* _What the task requires_
Could you repeat the entries below word for word, leaving nothing out?
--- Information provided ---
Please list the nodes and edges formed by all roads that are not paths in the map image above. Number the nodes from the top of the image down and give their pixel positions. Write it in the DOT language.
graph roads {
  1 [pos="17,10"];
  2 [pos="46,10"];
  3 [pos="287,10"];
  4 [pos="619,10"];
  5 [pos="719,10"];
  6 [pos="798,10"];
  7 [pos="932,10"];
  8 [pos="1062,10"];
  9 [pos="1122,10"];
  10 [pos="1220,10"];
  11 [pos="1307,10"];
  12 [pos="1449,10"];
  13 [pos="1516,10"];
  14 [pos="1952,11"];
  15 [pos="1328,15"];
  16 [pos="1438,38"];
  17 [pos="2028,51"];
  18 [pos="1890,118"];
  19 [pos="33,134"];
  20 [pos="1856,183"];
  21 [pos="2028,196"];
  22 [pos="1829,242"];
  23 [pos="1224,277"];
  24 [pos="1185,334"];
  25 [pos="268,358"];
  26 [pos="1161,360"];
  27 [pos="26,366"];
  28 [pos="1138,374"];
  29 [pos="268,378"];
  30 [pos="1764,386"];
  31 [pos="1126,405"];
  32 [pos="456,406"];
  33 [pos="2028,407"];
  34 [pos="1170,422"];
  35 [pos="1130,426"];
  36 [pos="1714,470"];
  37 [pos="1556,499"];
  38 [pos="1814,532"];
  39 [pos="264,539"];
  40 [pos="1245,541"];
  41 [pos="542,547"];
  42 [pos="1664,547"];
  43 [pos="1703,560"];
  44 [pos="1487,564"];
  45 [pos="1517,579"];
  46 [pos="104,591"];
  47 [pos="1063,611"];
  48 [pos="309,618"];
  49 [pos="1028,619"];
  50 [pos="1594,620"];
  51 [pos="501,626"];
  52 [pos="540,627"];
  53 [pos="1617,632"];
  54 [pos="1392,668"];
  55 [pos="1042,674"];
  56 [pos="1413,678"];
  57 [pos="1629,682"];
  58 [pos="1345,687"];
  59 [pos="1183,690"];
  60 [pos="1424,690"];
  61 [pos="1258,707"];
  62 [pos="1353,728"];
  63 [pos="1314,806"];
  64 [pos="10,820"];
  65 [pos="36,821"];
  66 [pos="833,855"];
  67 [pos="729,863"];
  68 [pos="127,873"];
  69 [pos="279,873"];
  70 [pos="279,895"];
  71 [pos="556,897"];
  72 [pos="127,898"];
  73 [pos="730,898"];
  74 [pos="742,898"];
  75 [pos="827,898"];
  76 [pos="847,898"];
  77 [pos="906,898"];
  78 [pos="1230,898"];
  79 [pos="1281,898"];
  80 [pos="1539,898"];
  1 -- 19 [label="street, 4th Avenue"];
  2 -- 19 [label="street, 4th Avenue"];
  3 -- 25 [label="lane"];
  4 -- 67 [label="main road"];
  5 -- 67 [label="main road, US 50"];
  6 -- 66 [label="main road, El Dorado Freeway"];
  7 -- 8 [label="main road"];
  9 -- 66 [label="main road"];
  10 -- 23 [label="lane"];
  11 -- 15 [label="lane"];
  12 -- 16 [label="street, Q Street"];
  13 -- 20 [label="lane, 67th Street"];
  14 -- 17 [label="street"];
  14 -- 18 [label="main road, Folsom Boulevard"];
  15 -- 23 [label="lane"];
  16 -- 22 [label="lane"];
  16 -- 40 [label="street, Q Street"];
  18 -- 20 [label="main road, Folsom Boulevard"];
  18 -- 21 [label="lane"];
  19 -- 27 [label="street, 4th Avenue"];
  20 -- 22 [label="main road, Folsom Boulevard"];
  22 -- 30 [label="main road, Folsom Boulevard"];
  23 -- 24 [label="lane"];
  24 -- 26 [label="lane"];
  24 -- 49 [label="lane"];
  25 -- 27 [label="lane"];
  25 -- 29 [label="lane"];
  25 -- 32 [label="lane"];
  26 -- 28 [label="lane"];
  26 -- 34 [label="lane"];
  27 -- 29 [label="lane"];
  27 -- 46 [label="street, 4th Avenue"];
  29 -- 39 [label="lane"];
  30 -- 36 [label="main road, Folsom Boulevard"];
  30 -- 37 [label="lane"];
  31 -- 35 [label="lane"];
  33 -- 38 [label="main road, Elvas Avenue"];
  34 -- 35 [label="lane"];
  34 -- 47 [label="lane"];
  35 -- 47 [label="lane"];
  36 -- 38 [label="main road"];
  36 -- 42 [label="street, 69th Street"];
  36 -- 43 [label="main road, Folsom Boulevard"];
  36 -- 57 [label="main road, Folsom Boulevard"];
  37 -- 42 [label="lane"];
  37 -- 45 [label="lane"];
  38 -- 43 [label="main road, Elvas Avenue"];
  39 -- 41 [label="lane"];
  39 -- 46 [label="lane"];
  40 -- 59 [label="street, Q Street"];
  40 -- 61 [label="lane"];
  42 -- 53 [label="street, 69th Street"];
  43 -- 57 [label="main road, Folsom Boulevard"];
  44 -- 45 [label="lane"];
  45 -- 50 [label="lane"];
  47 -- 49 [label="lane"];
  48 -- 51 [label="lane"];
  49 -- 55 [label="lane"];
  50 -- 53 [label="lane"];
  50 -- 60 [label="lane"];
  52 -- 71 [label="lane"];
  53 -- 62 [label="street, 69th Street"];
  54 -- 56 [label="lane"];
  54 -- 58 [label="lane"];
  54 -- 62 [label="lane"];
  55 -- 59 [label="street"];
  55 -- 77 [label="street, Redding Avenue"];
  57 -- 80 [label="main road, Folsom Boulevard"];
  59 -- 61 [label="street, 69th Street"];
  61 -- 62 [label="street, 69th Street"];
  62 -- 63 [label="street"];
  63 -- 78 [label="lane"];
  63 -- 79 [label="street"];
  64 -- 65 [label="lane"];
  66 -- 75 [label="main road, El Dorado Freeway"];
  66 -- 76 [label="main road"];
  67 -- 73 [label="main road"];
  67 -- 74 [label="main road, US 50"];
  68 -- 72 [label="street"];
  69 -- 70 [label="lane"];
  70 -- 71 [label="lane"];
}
---
* _Result of the exercise_
Please list the nodes and edges formed by all roads that are not paths in the map image above. Number the nodes from the top of the image down and give their pixel positions. Write it in the DOT language.
graph roads {
  1 [pos="17,10"];
  2 [pos="46,10"];
  3 [pos="287,10"];
  4 [pos="619,10"];
  5 [pos="719,10"];
  6 [pos="798,10"];
  7 [pos="932,10"];
  8 [pos="1062,10"];
  9 [pos="1122,10"];
  10 [pos="1220,10"];
  11 [pos="1307,10"];
  12 [pos="1449,10"];
  13 [pos="1516,10"];
  14 [pos="1952,11"];
  15 [pos="1328,15"];
  16 [pos="1438,38"];
  17 [pos="2028,51"];
  18 [pos="1890,118"];
  19 [pos="33,134"];
  20 [pos="1856,183"];
  21 [pos="2028,196"];
  22 [pos="1829,242"];
  23 [pos="1224,277"];
  24 [pos="1185,334"];
  25 [pos="268,358"];
  26 [pos="1161,360"];
  27 [pos="26,366"];
  28 [pos="1138,374"];
  29 [pos="268,378"];
  30 [pos="1764,386"];
  31 [pos="1126,405"];
  32 [pos="456,406"];
  33 [pos="2028,407"];
  34 [pos="1170,422"];
  35 [pos="1130,426"];
  36 [pos="1714,470"];
  37 [pos="1556,499"];
  38 [pos="1814,532"];
  39 [pos="264,539"];
  40 [pos="1245,541"];
  41 [pos="542,547"];
  42 [pos="1664,547"];
  43 [pos="1703,560"];
  44 [pos="1487,564"];
  45 [pos="1517,579"];
  46 [pos="104,591"];
  47 [pos="1063,611"];
  48 [pos="309,618"];
  49 [pos="1028,619"];
  50 [pos="1594,620"];
  51 [pos="501,626"];
  52 [pos="540,627"];
  53 [pos="1617,632"];
  54 [pos="1392,668"];
  55 [pos="1042,674"];
  56 [pos="1413,678"];
  57 [pos="1629,682"];
  58 [pos="1345,687"];
  59 [pos="1183,690"];
  60 [pos="1424,690"];
  61 [pos="1258,707"];
  62 [pos="1353,728"];
  63 [pos="1314,806"];
  64 [pos="10,820"];
  65 [pos="36,821"];
  66 [pos="833,855"];
  67 [pos="729,863"];
  68 [pos="127,873"];
  69 [pos="279,873"];
  70 [pos="279,895"];
  71 [pos="556,897"];
  72 [pos="127,898"];
  73 [pos="730,898"];
  74 [pos="742,898"];
  75 [pos="827,898"];
  76 [pos="847,898"];
  77 [pos="906,898"];
  78 [pos="1230,898"];
  79 [pos="1281,898"];
  80 [pos="1539,898"];
  1 -- 19 [label="street, 4th Avenue"];
  2 -- 19 [label="street, 4th Avenue"];
  3 -- 25 [label="lane"];
  4 -- 67 [label="main road"];
  5 -- 67 [label="main road, US 50"];
  6 -- 66 [label="main road, El Dorado Freeway"];
  7 -- 8 [label="main road"];
  9 -- 66 [label="main road"];
  10 -- 23 [label="lane"];
  11 -- 15 [label="lane"];
  12 -- 16 [label="street, Q Street"];
  13 -- 20 [label="lane, 67th Street"];
  14 -- 17 [label="street"];
  14 -- 18 [label="main road, Folsom Boulevard"];
  15 -- 23 [label="lane"];
  16 -- 22 [label="lane"];
  16 -- 40 [label="street, Q Street"];
  18 -- 20 [label="main road, Folsom Boulevard"];
  18 -- 21 [label="lane"];
  19 -- 27 [label="street, 4th Avenue"];
  20 -- 22 [label="main road, Folsom Boulevard"];
  22 -- 30 [label="main road, Folsom Boulevard"];
  23 -- 24 [label="lane"];
  24 -- 26 [label="lane"];
  24 -- 49 [label="lane"];
  25 -- 27 [label="lane"];
  25 -- 29 [label="lane"];
  25 -- 32 [label="lane"];
  26 -- 28 [label="lane"];
  26 -- 34 [label="lane"];
  27 -- 29 [label="lane"];
  27 -- 46 [label="street, 4th Avenue"];
  29 -- 39 [label="lane"];
  30 -- 36 [label="main road, Folsom Boulevard"];
  30 -- 37 [label="lane"];
  31 -- 35 [label="lane"];
  33 -- 38 [label="main road, Elvas Avenue"];
  34 -- 35 [label="lane"];
  34 -- 47 [label="lane"];
  35 -- 47 [label="lane"];
  36 -- 38 [label="main road"];
  36 -- 42 [label="street, 69th Street"];
  36 -- 43 [label="main road, Folsom Boulevard"];
  36 -- 57 [label="main road, Folsom Boulevard"];
  37 -- 42 [label="lane"];
  37 -- 45 [label="lane"];
  38 -- 43 [label="main road, Elvas Avenue"];
  39 -- 41 [label="lane"];
  39 -- 46 [label="lane"];
  40 -- 59 [label="street, Q Street"];
  40 -- 61 [label="lane"];
  42 -- 53 [label="street, 69th Street"];
  43 -- 57 [label="main road, Folsom Boulevard"];
  44 -- 45 [label="lane"];
  45 -- 50 [label="lane"];
  47 -- 49 [label="lane"];
  48 -- 51 [label="lane"];
  49 -- 55 [label="lane"];
  50 -- 53 [label="lane"];
  50 -- 60 [label="lane"];
  52 -- 71 [label="lane"];
  53 -- 62 [label="street, 69th Street"];
  54 -- 56 [label="lane"];
  54 -- 58 [label="lane"];
  54 -- 62 [label="lane"];
  55 -- 59 [label="street"];
  55 -- 77 [label="street, Redding Avenue"];
  57 -- 80 [label="main road, Folsom Boulevard"];
  59 -- 61 [label="street, 69th Street"];
  61 -- 62 [label="street, 69th Street"];
  62 -- 63 [label="street"];
  63 -- 78 [label="lane"];
  63 -- 79 [label="street"];
  64 -- 65 [label="lane"];
  66 -- 75 [label="main road, El Dorado Freeway"];
  66 -- 76 [label="main road"];
  67 -- 73 [label="main road"];
  67 -- 74 [label="main road, US 50"];
  68 -- 72 [label="street"];
  69 -- 70 [label="lane"];
  70 -- 71 [label="lane"];
}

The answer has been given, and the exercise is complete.